▶ **What you are asked to do**: Take from the material every line containing the string "lane" and copy it.

=== Begin Enclosure ===

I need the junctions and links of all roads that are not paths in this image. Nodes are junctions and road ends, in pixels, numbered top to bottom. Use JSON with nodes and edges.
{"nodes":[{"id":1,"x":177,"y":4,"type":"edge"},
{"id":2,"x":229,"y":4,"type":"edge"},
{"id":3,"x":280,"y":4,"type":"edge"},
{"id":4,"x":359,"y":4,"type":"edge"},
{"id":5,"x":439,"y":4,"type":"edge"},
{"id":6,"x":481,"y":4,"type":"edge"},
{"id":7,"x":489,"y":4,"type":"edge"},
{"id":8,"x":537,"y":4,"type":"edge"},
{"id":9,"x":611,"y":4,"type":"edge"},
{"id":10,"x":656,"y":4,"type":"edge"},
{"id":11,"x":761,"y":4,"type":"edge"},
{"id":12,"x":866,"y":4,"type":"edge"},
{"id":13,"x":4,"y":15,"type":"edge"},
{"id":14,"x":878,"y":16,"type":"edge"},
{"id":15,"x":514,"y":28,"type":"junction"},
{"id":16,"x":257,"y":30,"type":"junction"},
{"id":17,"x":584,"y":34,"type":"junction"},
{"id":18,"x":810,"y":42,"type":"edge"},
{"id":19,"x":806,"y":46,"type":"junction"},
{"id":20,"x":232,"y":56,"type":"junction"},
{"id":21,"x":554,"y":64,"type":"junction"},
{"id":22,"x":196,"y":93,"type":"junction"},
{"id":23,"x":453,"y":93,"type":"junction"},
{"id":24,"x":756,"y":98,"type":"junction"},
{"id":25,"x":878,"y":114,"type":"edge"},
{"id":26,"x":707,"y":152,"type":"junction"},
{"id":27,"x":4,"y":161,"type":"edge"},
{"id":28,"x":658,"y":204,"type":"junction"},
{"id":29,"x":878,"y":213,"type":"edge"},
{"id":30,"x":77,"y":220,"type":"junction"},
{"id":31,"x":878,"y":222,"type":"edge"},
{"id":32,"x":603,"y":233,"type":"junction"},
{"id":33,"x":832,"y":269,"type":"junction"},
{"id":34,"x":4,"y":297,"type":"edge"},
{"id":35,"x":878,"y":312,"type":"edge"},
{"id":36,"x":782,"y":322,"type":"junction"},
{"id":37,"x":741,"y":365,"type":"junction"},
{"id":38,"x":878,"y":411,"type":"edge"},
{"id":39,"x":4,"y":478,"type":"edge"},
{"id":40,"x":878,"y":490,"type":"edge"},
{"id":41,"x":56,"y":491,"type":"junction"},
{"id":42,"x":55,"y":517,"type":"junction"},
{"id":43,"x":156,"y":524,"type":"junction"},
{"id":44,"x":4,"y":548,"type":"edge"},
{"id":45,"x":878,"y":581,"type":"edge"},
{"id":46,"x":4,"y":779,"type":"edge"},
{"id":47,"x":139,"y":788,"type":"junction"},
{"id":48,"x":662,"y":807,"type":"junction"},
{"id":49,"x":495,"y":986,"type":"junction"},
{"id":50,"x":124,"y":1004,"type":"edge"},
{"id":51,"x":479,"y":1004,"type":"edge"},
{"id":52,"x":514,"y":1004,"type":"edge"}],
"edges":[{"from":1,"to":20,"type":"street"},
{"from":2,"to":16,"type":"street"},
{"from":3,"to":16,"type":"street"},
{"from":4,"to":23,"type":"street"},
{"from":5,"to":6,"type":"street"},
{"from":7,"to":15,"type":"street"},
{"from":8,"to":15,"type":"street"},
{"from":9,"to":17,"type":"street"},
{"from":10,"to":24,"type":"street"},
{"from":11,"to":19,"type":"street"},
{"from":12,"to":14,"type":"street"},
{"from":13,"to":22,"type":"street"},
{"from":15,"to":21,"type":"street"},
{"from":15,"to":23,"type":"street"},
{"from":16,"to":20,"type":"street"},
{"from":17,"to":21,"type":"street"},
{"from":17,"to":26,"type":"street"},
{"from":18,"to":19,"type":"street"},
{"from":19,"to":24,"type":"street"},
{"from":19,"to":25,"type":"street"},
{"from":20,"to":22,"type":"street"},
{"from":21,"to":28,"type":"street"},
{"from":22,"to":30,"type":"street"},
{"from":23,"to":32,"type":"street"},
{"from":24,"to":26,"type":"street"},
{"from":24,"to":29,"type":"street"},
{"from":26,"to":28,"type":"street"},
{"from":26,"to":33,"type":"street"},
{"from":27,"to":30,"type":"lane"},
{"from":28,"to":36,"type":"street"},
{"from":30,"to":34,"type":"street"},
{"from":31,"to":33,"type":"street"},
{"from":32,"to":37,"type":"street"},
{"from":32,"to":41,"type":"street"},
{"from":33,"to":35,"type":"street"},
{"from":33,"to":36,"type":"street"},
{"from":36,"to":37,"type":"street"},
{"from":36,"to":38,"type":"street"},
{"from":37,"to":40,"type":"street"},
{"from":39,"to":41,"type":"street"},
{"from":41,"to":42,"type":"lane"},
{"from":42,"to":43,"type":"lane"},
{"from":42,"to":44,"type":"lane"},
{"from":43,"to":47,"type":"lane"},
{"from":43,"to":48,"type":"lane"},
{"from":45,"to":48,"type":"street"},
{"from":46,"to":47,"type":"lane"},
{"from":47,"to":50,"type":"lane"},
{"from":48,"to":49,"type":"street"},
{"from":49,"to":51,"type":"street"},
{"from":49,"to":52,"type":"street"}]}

=== End Enclosure ===

▶ **Result of the task**:
{"from":27,"to":30,"type":"lane"},
{"from":41,"to":42,"type":"lane"},
{"from":42,"to":43,"type":"lane"},
{"from":42,"to":44,"type":"lane"},
{"from":43,"to":47,"type":"lane"},
{"from":43,"to":48,"type":"lane"},
{"from":46,"to":47,"type":"lane"},
{"from":47,"to":50,"type":"lane"},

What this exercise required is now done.